Pandemic pressure from consumers has supercharged e-commerce technology and triggered its rapid adoption, ultimately blurring the boundaries between traditional food categories like never before.
The stage is now set for an omnichannel future wherein providers who prioritize digital innovation, delivery, and convenience take all.
Choose Your Own Adventure
The term “omnichannel” refers to a fully integrated approach to commerce that seeks to provide customers with a seamless buying experience, whether they’re shopping online from a desktop or mobile device, by telephone, or in a brick-and-mortar store, reported Forbes (Jul 2020).
“Great omnichannel retailing…is a mindset, a belief system that places the consumer at the center of a flexible, almost choose your own adventure style of retailing, whenever and however he or she desires it,” said Chris Walton, a Forbes retail contributor.
Here’s a look at some recent omnichannel advancements that are reverberating across traditional (and not so traditional) food categories.
Quick Service Restaurants
Over the past year, fast-food chains have experienced rapid growth and evolution driven by the pandemic’s reliance upon quick, contactless service.
- Several major chains, including Chick-fil-A, Wendy’s, and Burger King, continue to expand their ghost kitchen operations and lean further into the delivery space as a cost-effective way to penetrate bigger markets.
- Restaurants including IHOP, Panera Bread, Starbucks, and Taco Bell have invested in streamlined concept spaces and/or significant digital enhancements, including menu customization, dedicated order-ahead drive-thru lanes, and smart kitchen technology.
- McDonalds is testing AI voice recognition technology at ten of its Chicago locations, reported QSR Magazine. (June 3).
According to Transparency Market Research, the rising demand for automation and advanced technology will bring tremendous growth opportunities for the quick service restaurants IT market during the forecast period of 2020-2027.
Convenience Stores and Pharmacies
C-Stores and pharmacies experienced a significant increase in traffic throughout the pandemic, sparking expanded service options and increased product availability.
- Multiple chains, including Walgreens, Wawa, and Circle K, have formed partnerships with third-party delivery services, reported Dayton Business Journal. (May 12).
- In addition to extensive M&A activity, 7-Eleven is making inroads in the QSR space with new concept stores in Virginia.
- Pharmacies like CVS are expanding their grocery selections to include more frozen foods and ready-made meals, reported Supermarket News. (April 14).
Grocery e-commerce spending increased by $26 billion in 2020, with pandemic demands driving retail grocers and big box merchants to enhance their digital innovation strategies.
While brick-and-mortar retailer websites accounted for 69% of this increase, competition across the category remains fierce.
- In addition to on-location drone delivery, The Kroger Co.’s omnichannel strategy includes 20 automated warehouses that utilize AI and advanced robotics for fulfillment, picking and delivery, reported Supermarket News (April 14).
- Throughout the pandemic, Amazon opened 11 brick and mortar Amazon Fresh stores around the U.S. and plans to launch at least 28 more in 2021, reported Bloomberg (March 11).

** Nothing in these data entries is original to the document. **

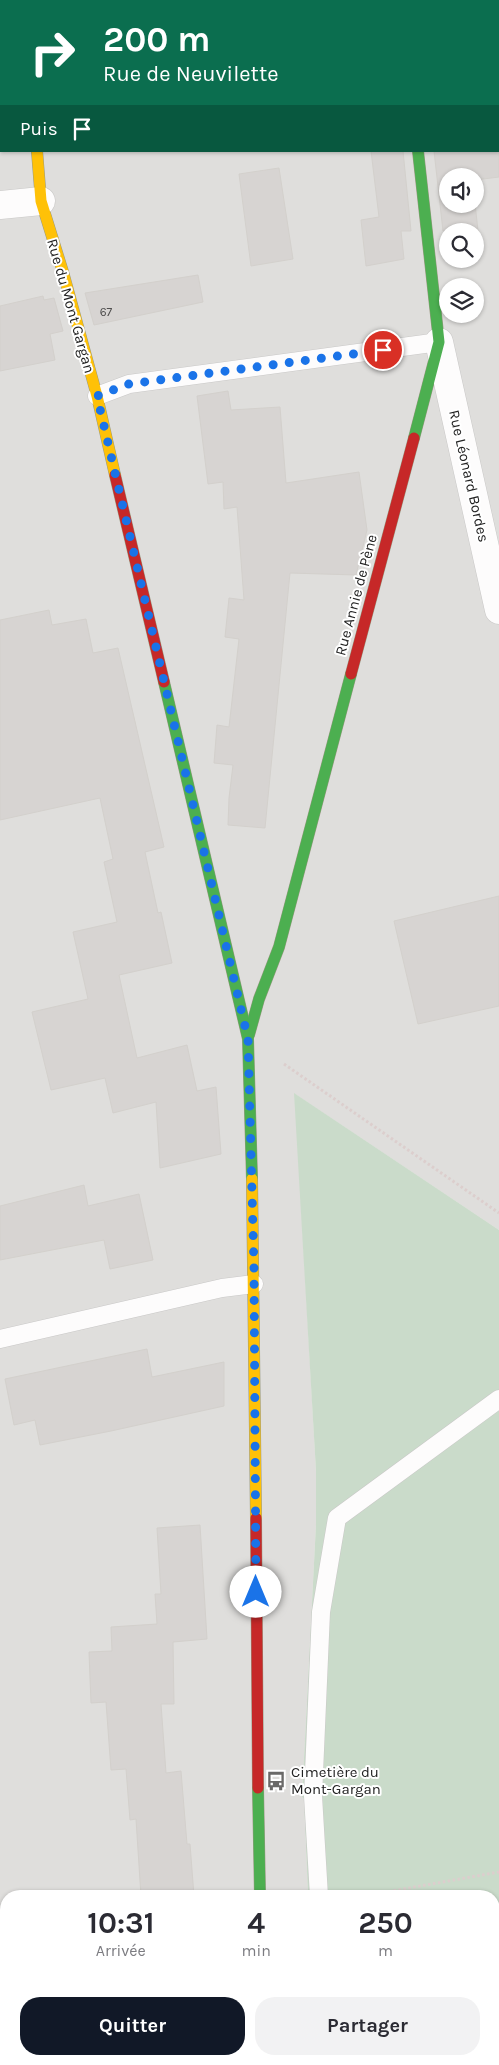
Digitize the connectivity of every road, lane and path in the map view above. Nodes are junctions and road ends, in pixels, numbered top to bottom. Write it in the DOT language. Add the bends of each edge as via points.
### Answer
graph roads {
  1 [pos="37,152"];
  2 [pos="418,152"];
  3 [pos="41,201"];
  4 [pos="0,205"];
  5 [pos="438,342"];
  6 [pos="97,396"];
  7 [pos="499,610"];
  8 [pos="248,1039"];
  9 [pos="499,1213"];
  10 [pos="254,1284"];
  11 [pos="0,1339"];
  12 [pos="499,1399"];
  13 [pos="499,1872"];
  14 [pos="260,1890"];
  15 [pos="319,1890"];
  16 [pos="398,1890"];
  1 -- 3 [label="street, Rue du Mont Gargan"];
  2 -- 5 [label="street, Rue Annie de Pène"];
  3 -- 4 [label="street"];
  3 -- 6 [label="street, Rue du Mont Gargan"];
  5 -- 6 [label="lane" via="129,384"];
  5 -- 7 [label="street, Rue Léonard Bordes"];
  5 -- 8 [label="street, Rue Annie de Pène" via="279,947"];
  6 -- 8 [label="street, Rue du Mont Gargan"];
  8 -- 9 [label="path"];
  8 -- 10 [label="street, Rue du Mont Gargan"];
  10 -- 11 [label="lane" via="222,1288"];
  10 -- 14 [label="street, Rue du Mont Gargan"];
  12 -- 15 [label="lane" via="337,1518 321,1612 312,1796"];
  13 -- 16 [label="path"];
}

The company is also experimenting with biometric technology in several Whole Foods locations.
- Walmart is continually evolving its digital infrastructure and testing delivery innovations that include smart, temperature-controlled lockers and autonomous vehicles, reported Supermarket News (June 8).

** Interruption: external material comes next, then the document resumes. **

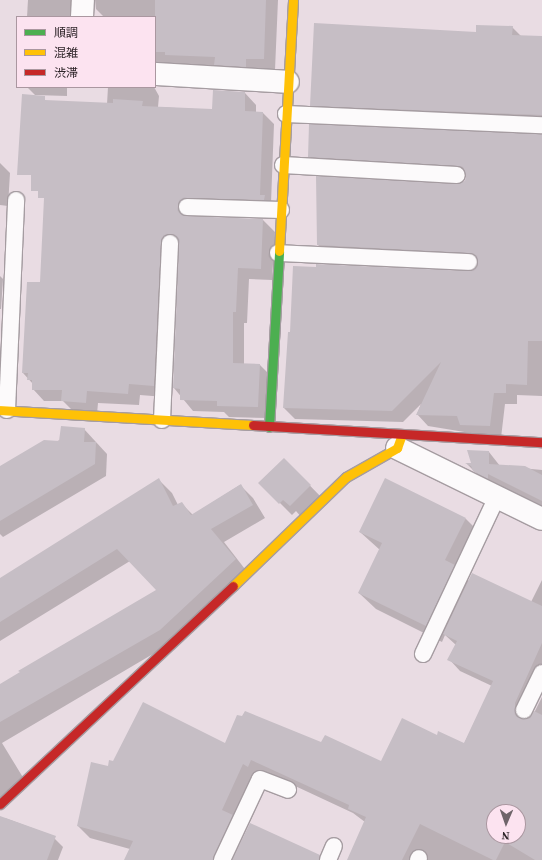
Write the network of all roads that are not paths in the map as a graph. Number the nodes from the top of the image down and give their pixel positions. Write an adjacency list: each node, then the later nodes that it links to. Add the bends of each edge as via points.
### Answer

Third-Party Delivery Services
While the future of third-party food delivery providers remains unclear, some companies are challenging boundaries and accelerating the shift toward omnichannel commerce. According to Edge Retail Insight, those who innovate successfully stand to overtake some of the biggest U.S. retailers in e-commerce sales by 2025, reported Supermarket News (June 4).
DoorDash saw sales nearly triple in the first three months of 2021, following its nationwide expansion into grocery and C-store delivery, reported Yahoo Finance (5/13). The company also launched its independently owned convenience store concept platform DashMart in August 2020.
Meanwhile, UberEats is after a whole new category of logistics, increasingly billing their specialty not as food but as speed and convenience.
“Amazon powers next-day delivery. We’re going to power next-hour commerce,” Raj Beri, Uber Technologies Inc.’s global head of grocery and new verticals, told The Wall Street Journal (May 31).